A cette politique organisée de démantèlement des services publics, il faut opposer deux objectifs essentiels : gratuité et qualité. Assurer la gratuité des services publics, c’est garantir leur accès à tous. Mais affirmer que les services publics doivent être gratuits ne doit pas faire oublier qu’ils ont un coût, et que cette gratuité peut donc venir en concurrence avec les autres objectifs d’un gouvernement qui aurait décidé de rompre avec le système actuel. On peut aussi se demander si la valeur d’usage de l’eau que l’on boit est la même que celle de l’eau qui sert à remplir les piscines privées. Ou encore refuser de confondre gratuité et autorisation de gaspiller. Si la gratuité généralisée doit être affirmée comme un objectif à terme, il n’est donc pas possible ni souhaitable d’esquiver un débat sur l’intérêt d’une gratuité limitée dans un premier temps à un usage raisonnable, les consommations supplémentaires faisant l’objet d’une tarification progressive.

Assurer la qualité des services publics, c’est inciter chacun à les utiliser plutôt que de pousser ceux qui le peuvent à se tourner vers des solutions individuelles contraires à l’intérêt collectif. Pour limiter la circulation automobile, il ne suffira pas de rendre gratuits les transports publics existants, s’ils ne permettent pas de se rendre à son travail dans des conditions satisfaisantes en termes de temps de trajet et de ponctualité. Ne pas veiller à la qualité des services publics, c’est se condamner à voir sans cesse resurgir un marché privé (ostensible ou souterrain) là où on avait cherché à le faire disparaitre.

Gratuité et qualité ne se nourrissent pas naturellement l’un l’autre. Dans une certaine mesure, ils peuvent même être antagonistes, la gratuité, totale ou partielle, privant les services publics de ressources qui auraient pu être consacrées à l’amélioration de leur qualité. La gestion future des services publics nécessitera donc des arbitrages sur la base de critères à la fois d'utilité sociale et d'empreinte écologique, qui ne pourront être correctement rendus que s’ils sont issus de débats citoyens associant travailleurs, usagers et représentants des collectivités concernées. Les travaux d'Elinor Ostrom, prix Nobel d'économie, sur la théorie de l'action collective ont prouvé l’efficacité de la gestion de biens communs par des associations d’usagers. Des expériences de démocratie directe existent en matière de budgets participatifs ou de gestion municipale par la co-décision, inspirons nous en !

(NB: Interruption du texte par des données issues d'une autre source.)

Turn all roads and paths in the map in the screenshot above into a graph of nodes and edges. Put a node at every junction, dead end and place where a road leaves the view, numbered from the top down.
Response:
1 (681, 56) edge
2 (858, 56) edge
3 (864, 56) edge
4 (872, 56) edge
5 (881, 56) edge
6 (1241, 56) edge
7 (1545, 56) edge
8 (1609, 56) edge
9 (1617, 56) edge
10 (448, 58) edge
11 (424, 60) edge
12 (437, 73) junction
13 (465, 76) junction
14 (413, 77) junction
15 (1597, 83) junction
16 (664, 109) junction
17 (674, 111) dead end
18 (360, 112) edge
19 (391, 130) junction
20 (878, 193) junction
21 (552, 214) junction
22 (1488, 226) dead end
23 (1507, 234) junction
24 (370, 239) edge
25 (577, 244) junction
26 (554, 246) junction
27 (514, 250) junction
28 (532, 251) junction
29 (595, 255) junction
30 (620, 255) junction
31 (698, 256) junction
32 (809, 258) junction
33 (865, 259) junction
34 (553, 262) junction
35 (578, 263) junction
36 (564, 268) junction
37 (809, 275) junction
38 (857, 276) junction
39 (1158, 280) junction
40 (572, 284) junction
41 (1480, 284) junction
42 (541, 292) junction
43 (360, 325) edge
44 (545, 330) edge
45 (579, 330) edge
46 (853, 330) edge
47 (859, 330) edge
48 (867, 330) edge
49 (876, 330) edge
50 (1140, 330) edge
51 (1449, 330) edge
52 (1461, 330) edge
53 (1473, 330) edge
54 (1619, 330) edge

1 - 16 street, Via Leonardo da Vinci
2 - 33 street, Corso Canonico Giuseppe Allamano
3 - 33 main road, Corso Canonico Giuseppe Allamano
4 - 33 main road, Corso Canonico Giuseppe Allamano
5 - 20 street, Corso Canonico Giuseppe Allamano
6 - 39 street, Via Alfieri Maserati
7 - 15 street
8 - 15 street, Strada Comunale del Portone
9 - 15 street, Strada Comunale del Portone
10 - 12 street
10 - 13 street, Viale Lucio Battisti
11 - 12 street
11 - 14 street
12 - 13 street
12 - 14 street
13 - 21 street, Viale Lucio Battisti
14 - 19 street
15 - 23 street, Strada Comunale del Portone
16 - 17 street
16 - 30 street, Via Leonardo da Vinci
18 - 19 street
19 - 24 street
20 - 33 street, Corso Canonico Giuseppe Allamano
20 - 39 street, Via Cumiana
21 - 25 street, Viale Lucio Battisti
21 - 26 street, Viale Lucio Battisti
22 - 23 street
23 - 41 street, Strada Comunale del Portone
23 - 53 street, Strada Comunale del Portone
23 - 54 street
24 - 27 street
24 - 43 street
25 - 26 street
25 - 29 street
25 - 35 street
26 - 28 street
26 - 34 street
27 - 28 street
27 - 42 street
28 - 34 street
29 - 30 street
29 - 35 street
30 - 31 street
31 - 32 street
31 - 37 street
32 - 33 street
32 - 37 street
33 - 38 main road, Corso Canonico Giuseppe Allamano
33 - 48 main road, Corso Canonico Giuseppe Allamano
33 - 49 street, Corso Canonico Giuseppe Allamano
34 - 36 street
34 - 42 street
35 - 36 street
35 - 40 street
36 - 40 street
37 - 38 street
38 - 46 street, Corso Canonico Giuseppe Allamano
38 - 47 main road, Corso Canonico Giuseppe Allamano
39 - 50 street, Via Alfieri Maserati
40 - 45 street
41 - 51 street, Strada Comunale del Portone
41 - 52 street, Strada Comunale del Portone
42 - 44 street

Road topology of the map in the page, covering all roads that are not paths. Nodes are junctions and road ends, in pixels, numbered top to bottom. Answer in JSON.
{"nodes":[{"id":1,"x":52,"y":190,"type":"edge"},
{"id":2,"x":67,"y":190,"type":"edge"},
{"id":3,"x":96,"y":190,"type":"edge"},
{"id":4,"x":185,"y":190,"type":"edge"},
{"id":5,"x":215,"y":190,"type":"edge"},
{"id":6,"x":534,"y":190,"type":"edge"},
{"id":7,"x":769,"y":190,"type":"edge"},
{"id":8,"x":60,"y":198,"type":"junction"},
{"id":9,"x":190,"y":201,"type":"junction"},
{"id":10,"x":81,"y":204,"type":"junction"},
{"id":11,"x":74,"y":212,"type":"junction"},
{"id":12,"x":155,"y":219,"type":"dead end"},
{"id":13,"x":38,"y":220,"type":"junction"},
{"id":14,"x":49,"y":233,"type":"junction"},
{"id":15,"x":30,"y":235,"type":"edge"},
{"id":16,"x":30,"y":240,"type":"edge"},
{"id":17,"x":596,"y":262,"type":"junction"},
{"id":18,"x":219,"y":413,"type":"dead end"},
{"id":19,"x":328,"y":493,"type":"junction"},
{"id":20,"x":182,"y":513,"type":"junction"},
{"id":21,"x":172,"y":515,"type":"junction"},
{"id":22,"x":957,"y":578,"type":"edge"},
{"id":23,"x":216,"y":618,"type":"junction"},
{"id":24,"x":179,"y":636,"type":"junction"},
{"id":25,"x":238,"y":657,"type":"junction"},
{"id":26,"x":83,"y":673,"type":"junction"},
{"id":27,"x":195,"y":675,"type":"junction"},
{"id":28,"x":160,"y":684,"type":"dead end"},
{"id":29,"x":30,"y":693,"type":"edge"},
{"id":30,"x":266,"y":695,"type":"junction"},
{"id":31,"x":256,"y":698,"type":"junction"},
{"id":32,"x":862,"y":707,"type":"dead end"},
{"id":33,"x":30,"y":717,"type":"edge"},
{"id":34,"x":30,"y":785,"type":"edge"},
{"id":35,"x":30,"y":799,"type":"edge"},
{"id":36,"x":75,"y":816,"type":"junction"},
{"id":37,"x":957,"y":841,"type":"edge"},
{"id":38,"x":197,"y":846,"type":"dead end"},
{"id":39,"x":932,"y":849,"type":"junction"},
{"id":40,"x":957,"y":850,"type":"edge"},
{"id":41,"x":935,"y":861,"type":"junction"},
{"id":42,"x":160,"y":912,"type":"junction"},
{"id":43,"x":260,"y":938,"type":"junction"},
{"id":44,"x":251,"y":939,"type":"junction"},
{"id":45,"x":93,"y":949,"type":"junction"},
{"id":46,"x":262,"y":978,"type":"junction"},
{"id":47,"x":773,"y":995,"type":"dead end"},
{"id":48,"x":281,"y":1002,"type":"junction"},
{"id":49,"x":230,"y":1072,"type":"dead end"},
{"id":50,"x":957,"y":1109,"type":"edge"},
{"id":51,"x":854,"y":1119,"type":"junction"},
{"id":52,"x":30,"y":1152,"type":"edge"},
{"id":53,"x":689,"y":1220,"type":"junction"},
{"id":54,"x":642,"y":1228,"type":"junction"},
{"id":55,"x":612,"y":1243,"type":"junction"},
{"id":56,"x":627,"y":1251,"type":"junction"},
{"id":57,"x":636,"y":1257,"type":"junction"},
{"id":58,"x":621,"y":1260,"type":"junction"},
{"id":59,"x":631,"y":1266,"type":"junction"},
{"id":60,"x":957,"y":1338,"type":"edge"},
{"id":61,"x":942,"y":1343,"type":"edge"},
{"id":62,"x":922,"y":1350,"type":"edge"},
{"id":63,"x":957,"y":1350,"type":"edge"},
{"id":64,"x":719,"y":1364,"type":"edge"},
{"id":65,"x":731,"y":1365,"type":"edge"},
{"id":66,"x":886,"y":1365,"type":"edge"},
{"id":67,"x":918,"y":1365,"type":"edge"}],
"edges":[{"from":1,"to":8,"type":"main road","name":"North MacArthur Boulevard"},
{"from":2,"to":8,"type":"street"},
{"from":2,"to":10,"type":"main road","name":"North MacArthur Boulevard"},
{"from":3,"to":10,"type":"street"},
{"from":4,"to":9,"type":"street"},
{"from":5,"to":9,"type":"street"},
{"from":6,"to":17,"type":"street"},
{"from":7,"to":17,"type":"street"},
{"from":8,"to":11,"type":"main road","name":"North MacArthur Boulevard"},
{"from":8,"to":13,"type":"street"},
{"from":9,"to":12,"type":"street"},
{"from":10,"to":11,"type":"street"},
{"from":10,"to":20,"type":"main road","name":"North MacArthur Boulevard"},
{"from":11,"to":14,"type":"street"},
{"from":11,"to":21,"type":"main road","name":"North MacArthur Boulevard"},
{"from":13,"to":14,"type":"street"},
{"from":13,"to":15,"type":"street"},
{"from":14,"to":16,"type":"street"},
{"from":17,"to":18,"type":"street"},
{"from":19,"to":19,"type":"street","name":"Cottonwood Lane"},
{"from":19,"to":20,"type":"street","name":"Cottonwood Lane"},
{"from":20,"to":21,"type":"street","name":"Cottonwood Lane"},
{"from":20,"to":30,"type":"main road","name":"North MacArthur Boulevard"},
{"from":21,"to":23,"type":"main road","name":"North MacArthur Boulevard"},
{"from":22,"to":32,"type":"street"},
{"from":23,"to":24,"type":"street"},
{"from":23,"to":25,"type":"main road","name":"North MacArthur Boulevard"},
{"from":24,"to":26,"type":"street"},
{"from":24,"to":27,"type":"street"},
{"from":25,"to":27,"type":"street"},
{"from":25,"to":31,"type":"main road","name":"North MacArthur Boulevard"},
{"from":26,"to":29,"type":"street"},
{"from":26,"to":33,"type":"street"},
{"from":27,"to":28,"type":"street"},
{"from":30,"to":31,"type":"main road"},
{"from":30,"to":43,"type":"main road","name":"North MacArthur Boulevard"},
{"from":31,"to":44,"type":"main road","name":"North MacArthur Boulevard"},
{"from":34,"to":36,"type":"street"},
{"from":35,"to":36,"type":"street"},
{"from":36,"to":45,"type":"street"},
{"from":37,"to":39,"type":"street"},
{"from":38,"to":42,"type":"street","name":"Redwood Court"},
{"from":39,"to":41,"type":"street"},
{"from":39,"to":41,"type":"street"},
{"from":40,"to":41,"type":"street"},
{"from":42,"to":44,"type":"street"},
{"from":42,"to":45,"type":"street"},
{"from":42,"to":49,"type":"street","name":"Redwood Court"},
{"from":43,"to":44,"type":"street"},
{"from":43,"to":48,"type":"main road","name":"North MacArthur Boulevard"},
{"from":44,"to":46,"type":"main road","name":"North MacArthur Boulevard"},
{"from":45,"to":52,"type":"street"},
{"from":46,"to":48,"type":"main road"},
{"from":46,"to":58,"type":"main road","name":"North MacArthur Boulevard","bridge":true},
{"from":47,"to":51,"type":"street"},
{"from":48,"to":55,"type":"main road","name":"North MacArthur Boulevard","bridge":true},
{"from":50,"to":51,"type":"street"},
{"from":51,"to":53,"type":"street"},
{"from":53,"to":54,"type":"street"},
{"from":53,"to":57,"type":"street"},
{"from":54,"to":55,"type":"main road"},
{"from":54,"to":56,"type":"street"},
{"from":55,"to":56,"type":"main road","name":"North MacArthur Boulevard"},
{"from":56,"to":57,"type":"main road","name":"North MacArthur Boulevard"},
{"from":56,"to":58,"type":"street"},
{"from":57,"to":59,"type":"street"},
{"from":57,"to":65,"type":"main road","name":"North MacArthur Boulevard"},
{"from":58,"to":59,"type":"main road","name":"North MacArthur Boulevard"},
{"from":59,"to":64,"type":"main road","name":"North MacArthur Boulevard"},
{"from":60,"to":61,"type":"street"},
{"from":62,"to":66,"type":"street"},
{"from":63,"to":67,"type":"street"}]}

Implication citoyenne, répartition des richesses, égalité républicaine... en permettant à tous d’accéder dans les mêmes conditions à des biens et services indispensables à la satisfaction de besoins fondamentaux, les services publics incarnent aujourd'hui la solidarité entre citoyens d’un même pays. Avec la mondialisation généralisée des activités économiques d’une part, et l’approfondissement de l'urgence écologique planétaire d’autre part qui leur donne un nouveau rôle : celui de garantir un accès universel aux ressources communes nécessaires à la vie : air, eau…, les services publics doivent désormais acquérir une dimension internationale. Ils doivent devenir un instrument privilégié de résolution des problèmes communs à l’ensemble de l’humanité, un facteur de réduction des inégalités entre pays et un symbole de solidarité internationale. Or à côté des services publics qui s’exercent dans le cadre des Etats-nations, il existe depuis longtemps des services publics internationaux : l’Union postale universelle permet depuis 1874 d’envoyer du courrier partout dans le monde, et comment qualifier le service de positionnement GPS ou Internet ? Ne s’apparentent-ils pas à des services publics internationaux ? Quant au combat écologique, où les acteurs privés sont disqualifiés et où les problèmes ne peuvent trouver de réponses qu’au niveau mondial, comment pourrait-il se passer de services publics internationaux ? L'urgence écologique ne connait pas de frontières...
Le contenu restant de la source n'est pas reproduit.